| Qualification Type: | PhD |
|---|---|
| Location: | Cambridge |
| Funding for: | UK Students, International Students |
| Funding amount: | Not Specified |
| Hours: | Full Time |
| Placed On: | 27th February 2026 |
|---|---|
| Closes: | 15th April 2026 |
| Reference: | NM48946 |
This is a four-year (1+3 MRes/PhD) studentship funded through the Cambridge EPSRC Centre for Doctoral Training in Future Infrastructure and Built Environment: Unlocking Net Zero (FIBE3 CDT). Further details can be found at https://www.net-zero-fibe-cdt.eng.cam.ac.uk/
The project is funded in collaboration with Network Rail, the entity responsible for the operation and maintenance of the Great Britain's railway infrastructure, with an extensive network spanning thousands of miles and its complex web of tracks, station, signalling systems and more, and is fully committed to advancing research and innovation in the field of infrastructure and built environment to enhance efficiency, safety, and sustainability.
This project seeks to utilise expertise in networks and systems-of-systems modelling to analyse how local rail adaptation measures interact across the national network. The study will explore physical and operational interdependencies, assess trade-offs between local and system-wide resilience outcomes, and evaluate governance barriers to coordinated adaptation. The goal is to develop a framework that ensures multiple small-scale interventions align to deliver coherent, strategic climate resilience across the UK rail system.
The project will examine how local or asset level climate adaptation decisions interact across the interconnected national rail system, generating synergies, conflicts or unintended consequences. The research will analyse physical, operational and organisational interdependencies -such as drainage systems, earthworks, power and signalling, timetable constraints, and interactions with external infrastructure networks and the third party land owners - to understand how distributed adaptation actions propagate through a large-scale transport system. Using systems-of-systems methods, network flow modelling and multi-agent or decision-simulation approaches, the student will assess trade-offs between local objectives and national-level resilience outcomes. A further strand will investigate governance challenges associated with coordinating adaptation pathways across multiple scales, drawing on Cambridge's strengths in sustainability leadership, policy research and multi-actor decision processes.
The project aims to produce a framework that helps Network Rail's Eastern region ensure that decentralised adaptation interventions collectively enhance national resilience, supporting more integrated and strategic climate adaptation for UK transport infrastructure.

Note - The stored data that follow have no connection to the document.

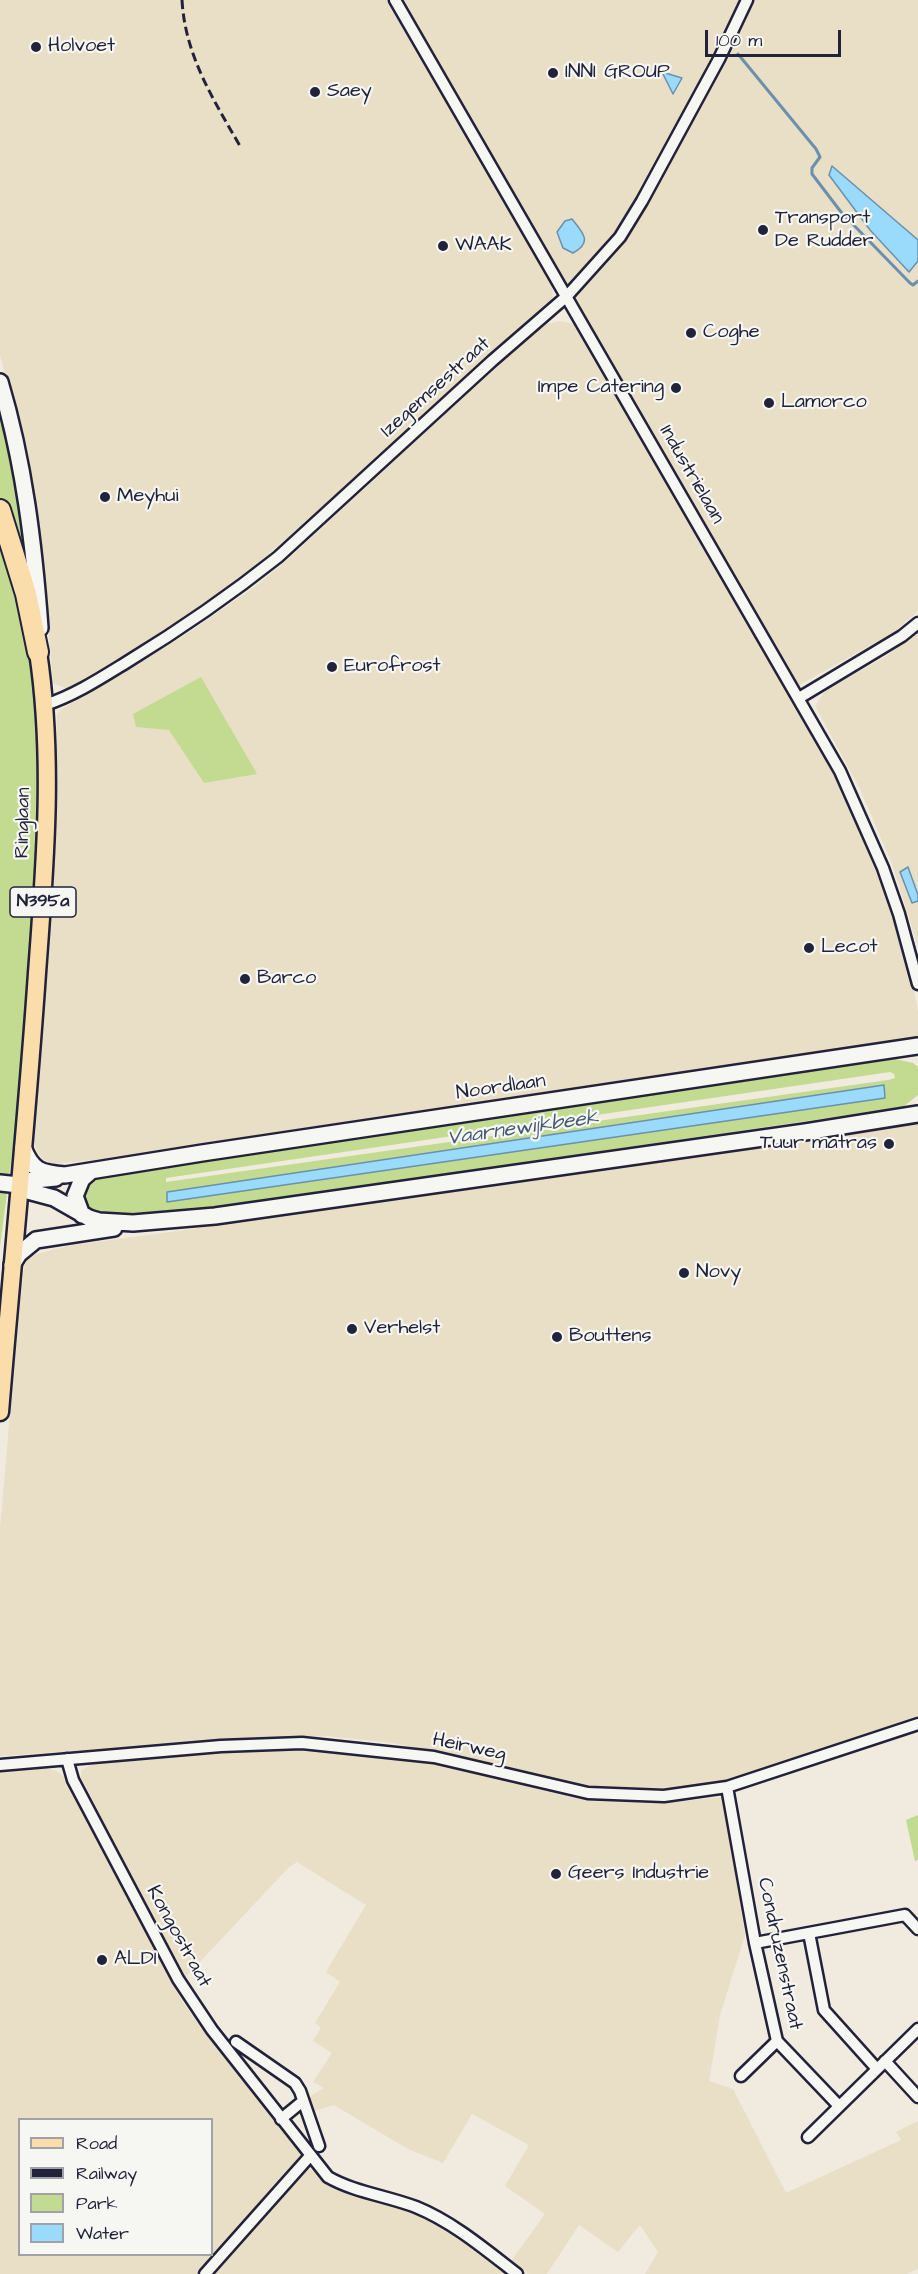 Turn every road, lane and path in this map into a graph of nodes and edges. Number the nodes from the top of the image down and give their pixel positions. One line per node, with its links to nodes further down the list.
1 (395, 0): 3 (street, Industrielaan)
2 (747, 0): 3 (street, Izegemsestraat)
3 (567, 296): 8 (street, Industrielaan); 9 (street, Izegemsestraat)
4 (0, 382): 7 (street, Ringlaan / N395a)
5 (0, 510): 7 (highway)
6 (918, 622): 8 (street)
7 (38, 652): 9 (main road, Ringlaan / N395a)
8 (799, 698): 10 (street, Industrielaan)
9 (45, 705): 13 (main road, Ringlaan / N395a)
10 (918, 984)
11 (918, 1046): 14 (street, Noordlaan)
12 (918, 1114): 19 (street, Noordlaan)
13 (23, 1147): 15 (street, Noordlaan); 17 (main road, Ringlaan / N395a)
14 (90, 1172): 15 (street, Noordlaan); 18 (street)
15 (65, 1175): 17 (street, Noordlaan)
16 (0, 1184): 17 (street, Noordlaan)
17 (20, 1185): 18 (street, Noordlaan); 20 (main road, Ringlaan / N395a)
18 (82, 1215): 19 (street, Noordlaan)
19 (133, 1223): 20 (street, Noordlaan)
20 (12, 1265): 21 (main road, Ringlaan / N395a)
21 (0, 1412)
22 (918, 1724): 25 (street, Heirweg)
23 (67, 1759): 24 (street, Heirweg); 25 (street, Heirweg); 37 (street, Kongostraat)
24 (0, 1765)
25 (727, 1787): 28 (street, Condruzenstraat)
26 (918, 1929): 27 (street)
27 (809, 1933): 28 (street); 32 (street)
28 (755, 1943): 30 (street, Condruzenstraat)
29 (918, 2029): 32 (street)
30 (777, 2041): 33 (street); 36 (street, Condruzenstraat)
31 (236, 2042): 35 (street)
32 (881, 2065): 34 (street); 36 (street)
33 (741, 2076)
34 (918, 2097)
35 (303, 2101): 37 (street); 39 (street)
36 (839, 2106): 38 (street)
37 (281, 2119): 40 (street, Kongostraat)
38 (808, 2137)
39 (319, 2146)
40 (310, 2156): 41 (street); 42 (street, Kongostraat)
41 (205, 2274)
42 (517, 2274) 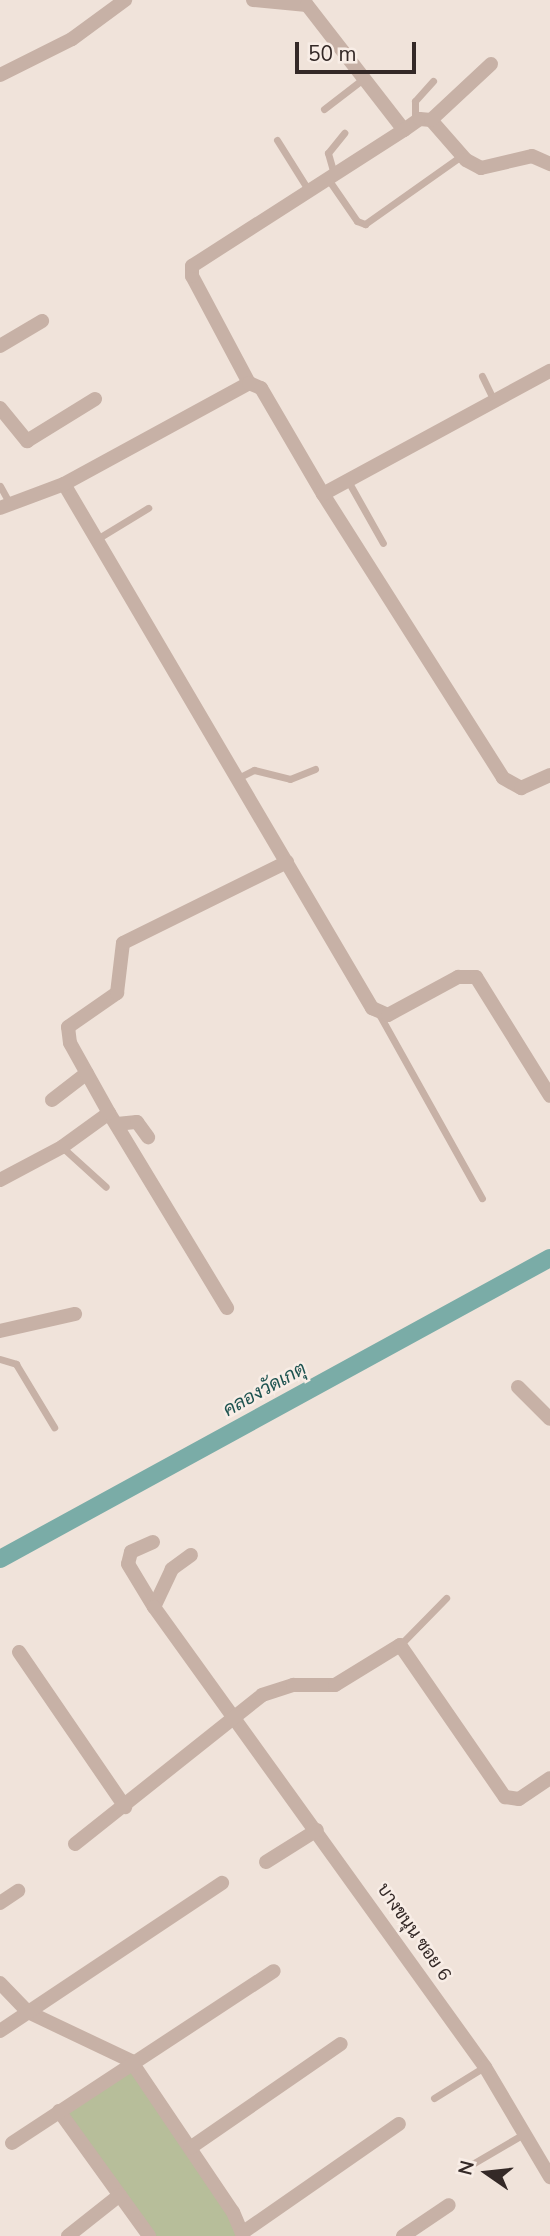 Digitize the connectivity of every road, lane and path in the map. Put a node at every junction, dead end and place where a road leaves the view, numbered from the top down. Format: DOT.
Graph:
graph roads {
  1 [pos="125,0"];
  2 [pos="253,0"];
  3 [pos="296,1"];
  4 [pos="491,64"];
  5 [pos="0,75"];
  6 [pos="363,79"];
  7 [pos="433,81"];
  8 [pos="324,109"];
  9 [pos="431,120"];
  10 [pos="409,126"];
  11 [pos="344,133"];
  12 [pos="277,141"];
  13 [pos="461,156"];
  14 [pos="550,164"];
  15 [pos="331,176"];
  16 [pos="309,191"];
  17 [pos="42,321"];
  18 [pos="0,346"];
  19 [pos="550,371"];
  20 [pos="482,376"];
  21 [pos="248,383"];
  22 [pos="94,399"];
  23 [pos="495,401"];
  24 [pos="0,408"];
  25 [pos="348,481"];
  26 [pos="64,484"];
  27 [pos="0,486"];
  28 [pos="323,494"];
  29 [pos="5,506"];
  30 [pos="148,508"];
  31 [pos="97,540"];
  32 [pos="383,543"];
  33 [pos="314,769"];
  34 [pos="238,778"];
  35 [pos="548,780"];
  36 [pos="287,862"];
  37 [pos="379,1014"];
  38 [pos="87,1073"];
  39 [pos="548,1089"];
  40 [pos="52,1100"];
  41 [pos="113,1118"];
  42 [pos="148,1137"];
  43 [pos="62,1147"];
  44 [pos="0,1180"];
  45 [pos="106,1187"];
  46 [pos="481,1198"];
  47 [pos="227,1308"];
  48 [pos="75,1314"];
  49 [pos="0,1331"];
  50 [pos="0,1359"];
  51 [pos="518,1387"];
  52 [pos="550,1419"];
  53 [pos="54,1427"];
  54 [pos="153,1542"];
  55 [pos="191,1555"];
  56 [pos="446,1598"];
  57 [pos="154,1607"];
  58 [pos="400,1645"];
  59 [pos="19,1652"];
  60 [pos="236,1717"];
  61 [pos="550,1778"];
  62 [pos="125,1807"];
  63 [pos="317,1830"];
  64 [pos="75,1844"];
  65 [pos="266,1862"];
  66 [pos="222,1883"];
  67 [pos="18,1891"];
  68 [pos="0,1903"];
  69 [pos="274,1971"];
  70 [pos="0,1983"];
  71 [pos="28,2012"];
  72 [pos="0,2031"];
  73 [pos="341,2044"];
  74 [pos="131,2061"];
  75 [pos="485,2067"];
  76 [pos="434,2098"];
  77 [pos="60,2111"];
  78 [pos="399,2124"];
  79 [pos="522,2136"];
  80 [pos="12,2143"];
  81 [pos="190,2148"];
  82 [pos="474,2163"];
  83 [pos="550,2177"];
  84 [pos="120,2195"];
  85 [pos="449,2205"];
  86 [pos="242,2234"];
  87 [pos="68,2236"];
  88 [pos="149,2236"];
  89 [pos="403,2236"];
  1 -- 5 [label="street"];
  2 -- 3 [label="street"];
  3 -- 6 [label="street"];
  4 -- 9 [label="street"];
  6 -- 8 [label="lane"];
  6 -- 10 [label="street"];
  7 -- 10 [label="lane"];
  9 -- 10 [label="street"];
  9 -- 13 [label="street"];
  10 -- 15 [label="street"];
  11 -- 15 [label="lane"];
  12 -- 16 [label="lane"];
  13 -- 14 [label="street"];
  13 -- 15 [label="lane"];
  15 -- 16 [label="street"];
  16 -- 21 [label="street"];
  17 -- 18 [label="street"];
  19 -- 23 [label="street"];
  20 -- 23 [label="lane"];
  21 -- 26 [label="street"];
  21 -- 28 [label="street"];
  22 -- 24 [label="street"];
  23 -- 25 [label="street"];
  25 -- 28 [label="street"];
  25 -- 32 [label="lane"];
  26 -- 29 [label="street"];
  26 -- 31 [label="street"];
  27 -- 29 [label="lane"];
  28 -- 35 [label="street"];
  30 -- 31 [label="lane"];
  31 -- 34 [label="street"];
  33 -- 34 [label="lane"];
  34 -- 36 [label="street"];
  36 -- 37 [label="street"];
  36 -- 38 [label="street"];
  37 -- 39 [label="street"];
  37 -- 46 [label="lane"];
  38 -- 40 [label="street"];
  38 -- 41 [label="street"];
  41 -- 42 [label="street"];
  41 -- 43 [label="street"];
  41 -- 47 [label="street"];
  43 -- 44 [label="street"];
  43 -- 45 [label="lane"];
  48 -- 49 [label="street"];
  50 -- 53 [label="lane"];
  51 -- 52 [label="street"];
  54 -- 57 [label="street, บางขนุน ซอย 6"];
  55 -- 57 [label="street"];
  56 -- 58 [label="lane"];
  57 -- 60 [label="street, บางขนุน ซอย 6"];
  58 -- 60 [label="street"];
  58 -- 61 [label="street"];
  59 -- 62 [label="street"];
  60 -- 62 [label="street"];
  60 -- 63 [label="street, บางขนุน ซอย 6"];
  62 -- 64 [label="street"];
  63 -- 65 [label="street"];
  63 -- 75 [label="street, บางขนุน ซอย 6"];
  66 -- 71 [label="street"];
  67 -- 68 [label="street"];
  69 -- 74 [label="street"];
  70 -- 71 [label="street"];
  71 -- 72 [label="street"];
  71 -- 74 [label="street"];
  73 -- 81 [label="street"];
  74 -- 77 [label="street"];
  74 -- 81 [label="street"];
  75 -- 76 [label="lane"];
  75 -- 79 [label="street, บางขนุน ซอย 6"];
  77 -- 80 [label="street"];
  77 -- 84 [label="street"];
  78 -- 86 [label="street"];
  79 -- 82 [label="lane"];
  79 -- 83 [label="street, บางขนุน ซอย 6"];
  81 -- 86 [label="street"];
  84 -- 87 [label="street"];
  84 -- 88 [label="street"];
  85 -- 89 [label="street"];
}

Applicants should have (or expect to obtain by the start date) at least a high 2.1 degree, preferably at Masters level in a related discipline (such as civil engineering, construction management, economics). An ideal candidate will have some form of quantitative undergraduate training, with an inclination to engage with systems thinking and analysis.
For project-specific enquiries please e-mail Professor Kristen Macaskill (kam71@cam.ac.uk). For general enquiries, please email cdtcivil-courseadmin@eng.cam.ac.uk.
Fully-funded studentships (fees and maintenance) are only available for eligible home students in the first instance. A limited number of international students can be considered for funding at a later stage in the recruitment process.
Further details about eligibility and funding can be found at:
https://www.ukri.org/councils/esrc/career-and-skills-development/funding-for-postgraduate-training/eligibility-for-studentship-funding/ https://www.postgraduate.study.cam.ac.uk/finance/fees
https://www.cambridgetrust.org/scholarships/
Applications should be made online via the University of Cambridge Applicant Portal: click th e'Apply' button above, stating project title and supervisor's name. Please note there is a £20 application fee.
Early applications are strongly encouraged as an offer may be made before the stated deadline.
The University actively supports equality, diversity and inclusion and encourages applications from all sections of society.